__Stored entries__:

· · · ·

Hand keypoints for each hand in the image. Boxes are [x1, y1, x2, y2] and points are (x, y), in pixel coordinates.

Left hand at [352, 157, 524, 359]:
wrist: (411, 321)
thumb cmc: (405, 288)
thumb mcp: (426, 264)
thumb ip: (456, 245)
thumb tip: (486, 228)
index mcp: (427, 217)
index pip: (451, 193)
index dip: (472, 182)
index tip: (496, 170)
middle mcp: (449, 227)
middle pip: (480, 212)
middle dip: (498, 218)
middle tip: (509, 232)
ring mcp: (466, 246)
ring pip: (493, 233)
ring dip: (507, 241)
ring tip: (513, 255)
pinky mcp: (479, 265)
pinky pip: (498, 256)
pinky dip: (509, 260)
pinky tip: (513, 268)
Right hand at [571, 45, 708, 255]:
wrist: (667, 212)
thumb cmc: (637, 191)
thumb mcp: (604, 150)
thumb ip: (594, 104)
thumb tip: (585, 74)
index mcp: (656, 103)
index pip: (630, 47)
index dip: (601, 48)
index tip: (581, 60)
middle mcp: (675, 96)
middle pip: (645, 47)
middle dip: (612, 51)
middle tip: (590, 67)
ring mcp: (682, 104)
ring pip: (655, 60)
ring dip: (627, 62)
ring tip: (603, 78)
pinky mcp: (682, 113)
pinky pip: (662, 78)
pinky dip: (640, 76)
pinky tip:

· · · ·

__The problem__: In the records above, locate the lines holding the word "pinky". Copy each of them.

__Solution to this exercise__:
pinky mcp: (479, 265)
pinky pip: (498, 256)
pinky dip: (509, 260)
pinky tip: (513, 268)
pinky mcp: (682, 113)
pinky pip: (662, 78)
pinky dip: (640, 76)
pinky tip:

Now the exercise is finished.